##### INPUT MATERIAL
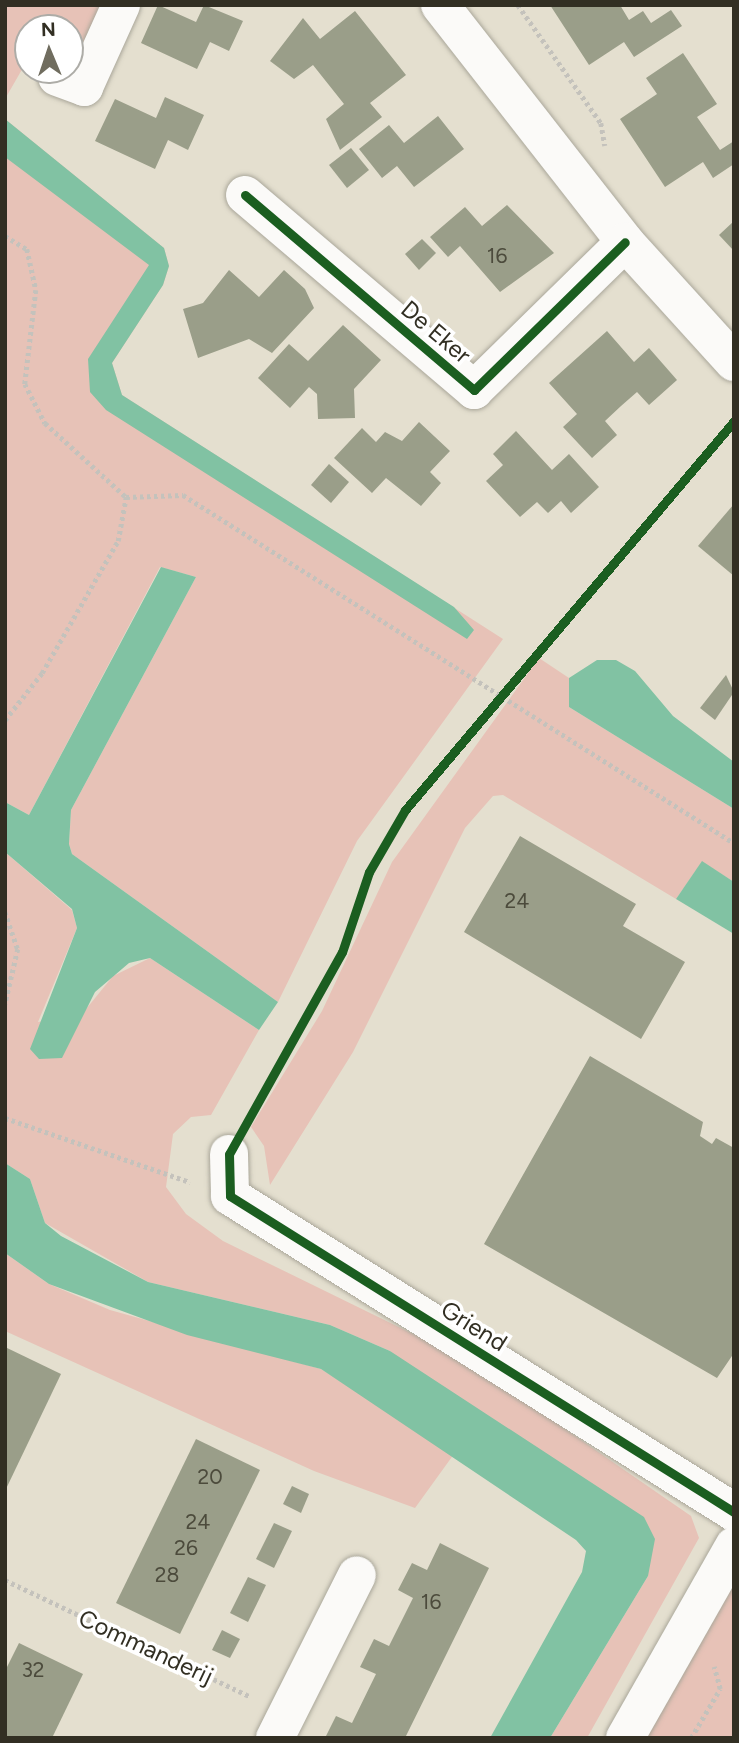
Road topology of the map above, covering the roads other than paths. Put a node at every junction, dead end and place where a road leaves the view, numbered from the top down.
1 (121, 5) edge
2 (440, 5) edge
3 (77, 84) edge
4 (245, 195) dead end
5 (625, 242) junction
6 (734, 362) edge
7 (229, 1154) dead end
8 (734, 1511) edge
9 (734, 1546) edge
10 (357, 1575) dead end
11 (281, 1726) edge
12 (625, 1738) edge

1 - 3 street
2 - 5 street
4 - 5 street, De Eker
5 - 6 street
7 - 8 street, Griend
9 - 12 street
10 - 11 street

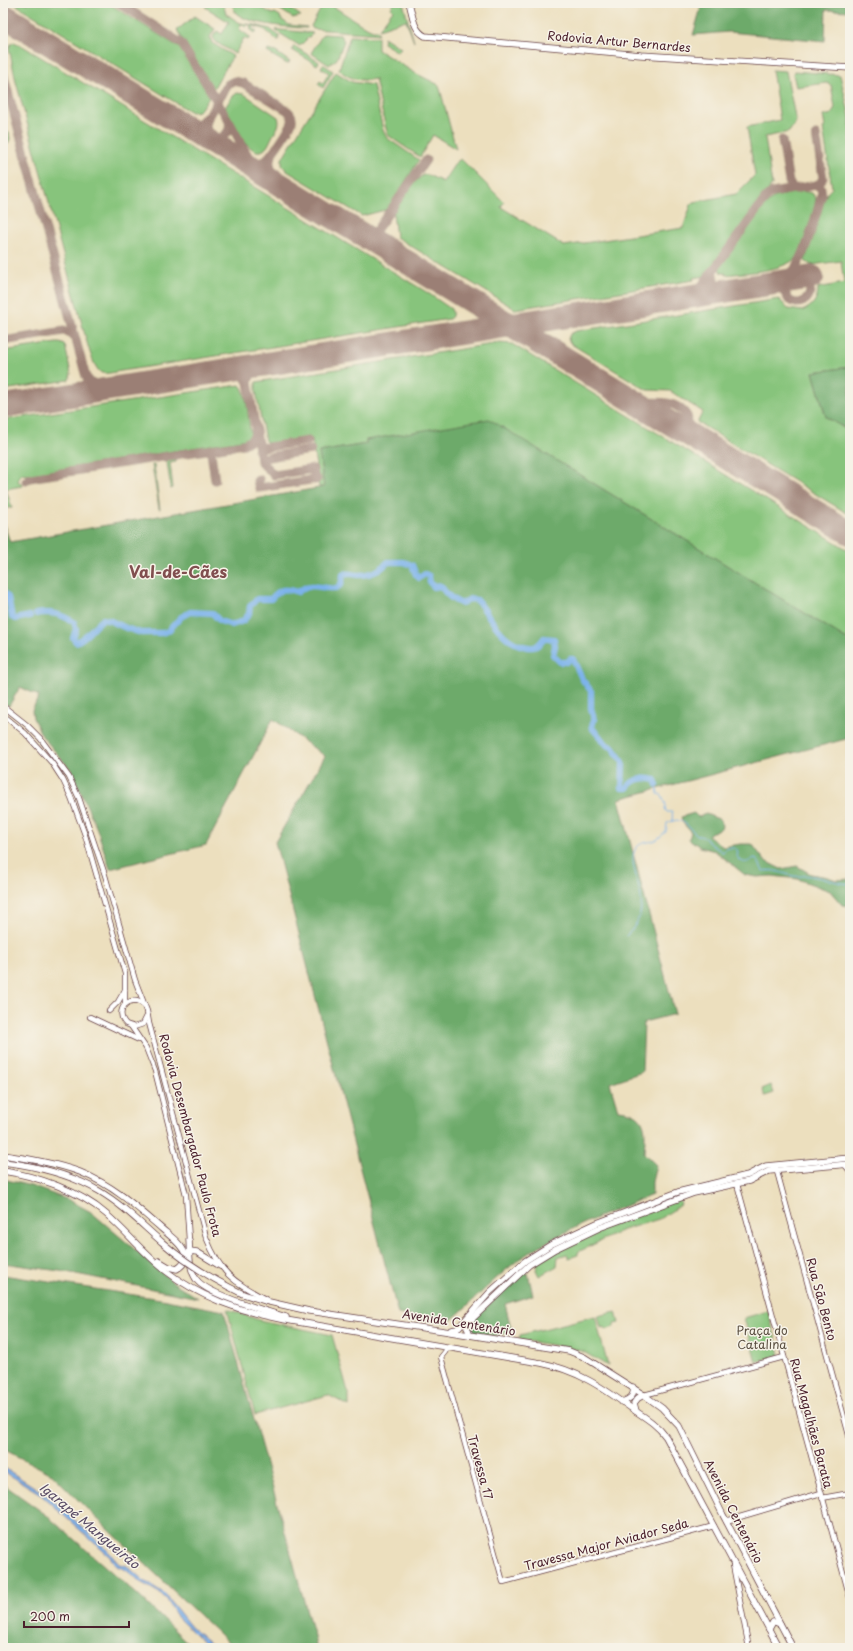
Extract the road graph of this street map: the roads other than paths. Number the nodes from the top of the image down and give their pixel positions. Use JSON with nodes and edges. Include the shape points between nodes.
{"nodes":[{"id":1,"x":409,"y":3,"type":"edge"},
{"id":2,"x":850,"y":68,"type":"edge"},
{"id":3,"x":3,"y":706,"type":"edge"},
{"id":4,"x":3,"y":715,"type":"edge"},
{"id":5,"x":126,"y":987,"type":"junction"},
{"id":6,"x":125,"y":1004,"type":"junction"},
{"id":7,"x":144,"y":1005,"type":"junction"},
{"id":8,"x":110,"y":1011,"type":"dead end"},
{"id":9,"x":147,"y":1015,"type":"junction"},
{"id":10,"x":90,"y":1017,"type":"dead end"},
{"id":11,"x":131,"y":1026,"type":"junction"},
{"id":12,"x":140,"y":1041,"type":"junction"},
{"id":13,"x":167,"y":1118,"type":"junction"},
{"id":14,"x":177,"y":1125,"type":"junction"},
{"id":15,"x":3,"y":1155,"type":"edge"},
{"id":16,"x":850,"y":1158,"type":"edge"},
{"id":17,"x":840,"y":1159,"type":"junction"},
{"id":18,"x":3,"y":1162,"type":"edge"},
{"id":19,"x":847,"y":1164,"type":"edge"},
{"id":20,"x":776,"y":1167,"type":"junction"},
{"id":21,"x":3,"y":1171,"type":"edge"},
{"id":22,"x":850,"y":1171,"type":"edge"},
{"id":23,"x":737,"y":1184,"type":"junction"},
{"id":24,"x":174,"y":1240,"type":"junction"},
{"id":25,"x":189,"y":1240,"type":"junction"},
{"id":26,"x":144,"y":1251,"type":"junction"},
{"id":27,"x":190,"y":1251,"type":"junction"},
{"id":28,"x":220,"y":1266,"type":"junction"},
{"id":29,"x":195,"y":1278,"type":"joint"},
{"id":30,"x":272,"y":1303,"type":"junction"},
{"id":31,"x":303,"y":1323,"type":"junction"},
{"id":32,"x":444,"y":1331,"type":"junction"},
{"id":33,"x":470,"y":1335,"type":"junction"},
{"id":34,"x":448,"y":1347,"type":"junction"},
{"id":35,"x":784,"y":1357,"type":"junction"},
{"id":36,"x":633,"y":1388,"type":"junction"},
{"id":37,"x":656,"y":1392,"type":"junction"},
{"id":38,"x":644,"y":1395,"type":"junction"},
{"id":39,"x":653,"y":1401,"type":"junction"},
{"id":40,"x":622,"y":1402,"type":"junction"},
{"id":41,"x":636,"y":1411,"type":"junction"},
{"id":42,"x":850,"y":1439,"type":"edge"},
{"id":43,"x":850,"y":1493,"type":"edge"},
{"id":44,"x":821,"y":1496,"type":"junction"},
{"id":45,"x":726,"y":1521,"type":"junction"},
{"id":46,"x":714,"y":1526,"type":"junction"},
{"id":47,"x":733,"y":1562,"type":"junction"},
{"id":48,"x":503,"y":1582,"type":"joint"},
{"id":49,"x":737,"y":1584,"type":"junction"},
{"id":50,"x":745,"y":1584,"type":"junction"},
{"id":51,"x":850,"y":1598,"type":"edge"},
{"id":52,"x":774,"y":1614,"type":"junction"},
{"id":53,"x":764,"y":1620,"type":"junction"},
{"id":54,"x":780,"y":1624,"type":"junction"},
{"id":55,"x":769,"y":1629,"type":"junction"},
{"id":56,"x":749,"y":1648,"type":"edge"},
{"id":57,"x":779,"y":1648,"type":"edge"},
{"id":58,"x":793,"y":1648,"type":"edge"}],
"edges":[{"from":1,"to":2,"type":"main road","name":"Rodovia Artur Bernardes","via":[[416,26],[425,36],[641,55]]},
{"from":3,"to":7,"type":"street","via":[[40,738],[69,777],[79,798]]},
{"from":4,"to":5,"type":"street","via":[[25,733],[52,763],[71,797],[96,872],[125,974]]},
{"from":5,"to":6,"type":"street"},
{"from":5,"to":8,"type":"street"},
{"from":6,"to":7,"type":"street","via":[[135,1000]]},
{"from":6,"to":11,"type":"street","via":[[121,1015],[124,1022]]},
{"from":7,"to":9,"type":"street"},
{"from":9,"to":11,"type":"street","via":[[143,1024]]},
{"from":9,"to":14,"type":"street","name":"Rodovia Desembargador Paulo Frota"},
{"from":10,"to":12,"type":"street"},
{"from":11,"to":12,"type":"street","name":"Rodovia Desembargador Paulo Frota"},
{"from":12,"to":13,"type":"street","name":"Rodovia Desembargador Paulo Frota","via":[[153,1065]]},
{"from":13,"to":14,"type":"street","via":[[172,1127]]},
{"from":13,"to":25,"type":"street","name":"Rodovia Desembargador Paulo Frota","via":[[186,1196]]},
{"from":14,"to":28,"type":"street","name":"Rodovia Desembargador Paulo Frota","via":[[206,1237]]},
{"from":15,"to":24,"type":"main road","via":[[62,1167],[97,1180],[131,1201]]},
{"from":16,"to":17,"type":"main road"},
{"from":17,"to":19,"type":"main road"},
{"from":17,"to":20,"type":"main road"},
{"from":18,"to":30,"type":"main road","name":"Avenida Centenário","bridge":true,"via":[[42,1168],[73,1178],[100,1191],[124,1208],[183,1260],[243,1294]]},
{"from":19,"to":20,"type":"main road"},
{"from":19,"to":22,"type":"street"},
{"from":20,"to":23,"type":"main road","via":[[755,1179]]},
{"from":20,"to":32,"type":"main road","via":[[766,1166],[748,1175],[678,1192],[597,1223],[552,1244],[506,1277],[457,1329]]},
{"from":20,"to":42,"type":"street","name":"Rua São Bento"},
{"from":21,"to":26,"type":"main road","name":"Avenida Centenário","via":[[38,1179],[87,1200],[106,1214]]},
{"from":23,"to":33,"type":"main road","via":[[674,1200],[599,1228],[555,1248],[529,1265],[471,1320],[467,1327]]},
{"from":23,"to":35,"type":"street","name":"Rua Magalhães Barata"},
{"from":24,"to":25,"type":"main road","via":[[182,1244]]},
{"from":24,"to":26,"type":"main road","via":[[185,1256],[183,1264],[177,1269],[165,1265]]},
{"from":25,"to":27,"type":"main road","name":"Rodovia Desembargador Paulo Frota"},
{"from":26,"to":31,"type":"main road","name":"Avenida Centenário","via":[[167,1271],[210,1297],[267,1317]]},
{"from":27,"to":28,"type":"main road","via":[[197,1252]]},
{"from":27,"to":29,"type":"main road","name":"Rodovia Desembargador Paulo Frota"},
{"from":28,"to":30,"type":"street","name":"Rodovia Desembargador Paulo Frota","via":[[242,1286]]},
{"from":29,"to":31,"type":"main road","name":"Avenida Centenário","via":[[206,1288]]},
{"from":30,"to":32,"type":"main road","name":"Avenida Centenário"},
{"from":31,"to":34,"type":"main road","name":"Avenida Centenário"},
{"from":32,"to":33,"type":"main road","name":"Avenida Centenário"},
{"from":33,"to":36,"type":"main road","name":"Avenida Centenário","via":[[578,1354]]},
{"from":34,"to":40,"type":"main road","name":"Avenida Centenário","via":[[564,1369],[588,1379]]},
{"from":34,"to":48,"type":"street","name":"Travessa 17","via":[[441,1357]]},
{"from":35,"to":37,"type":"street"},
{"from":35,"to":44,"type":"street","name":"Rua Magalhães Barata"},
{"from":36,"to":38,"type":"main road","name":"Avenida Centenário"},
{"from":36,"to":40,"type":"main road","via":[[633,1396]]},
{"from":37,"to":38,"type":"street"},
{"from":37,"to":39,"type":"street"},
{"from":38,"to":39,"type":"main road","name":"Avenida Centenário"},
{"from":38,"to":41,"type":"main road","via":[[634,1403]]},
{"from":39,"to":45,"type":"main road","name":"Avenida Centenário","via":[[673,1418],[682,1430]]},
{"from":40,"to":41,"type":"main road","name":"Avenida Centenário"},
{"from":41,"to":46,"type":"main road","name":"Avenida Centenário","via":[[666,1437]]},
{"from":43,"to":44,"type":"street"},
{"from":44,"to":45,"type":"street"},
{"from":44,"to":51,"type":"street","name":"Rua Magalhães Barata"},
{"from":45,"to":52,"type":"main road","name":"Avenida Centenário"},
{"from":46,"to":47,"type":"main road","name":"Avenida Centenário"},
{"from":46,"to":48,"type":"street","name":"Travessa Major Aviador Seda"},
{"from":47,"to":49,"type":"street"},
{"from":47,"to":50,"type":"main road","name":"Avenida Centenário"},
{"from":49,"to":50,"type":"street"},
{"from":49,"to":56,"type":"street"},
{"from":50,"to":53,"type":"main road","name":"Avenida Centenário"},
{"from":52,"to":53,"type":"main road","via":[[771,1620]]},
{"from":52,"to":54,"type":"main road","name":"Avenida Centenário"},
{"from":53,"to":55,"type":"main road","name":"Avenida Centenário"},
{"from":54,"to":55,"type":"main road","via":[[772,1622]]},
{"from":54,"to":58,"type":"main road","name":"Avenida Centenário"},
{"from":55,"to":57,"type":"main road","name":"Avenida Centenário"}]}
##########
From the records above, copy each line where the word "down" can be found.

Road topology of the map above, covering the roads other than paths. Put a node at every junction, dead end and place where a road leaves the view, numbered from the top down.
Extract the road graph of this street map: the roads other than paths. Number the nodes from the top of the image down and give their pixel positions. Use JSON with nodes and edges. Include the shape points between nodes.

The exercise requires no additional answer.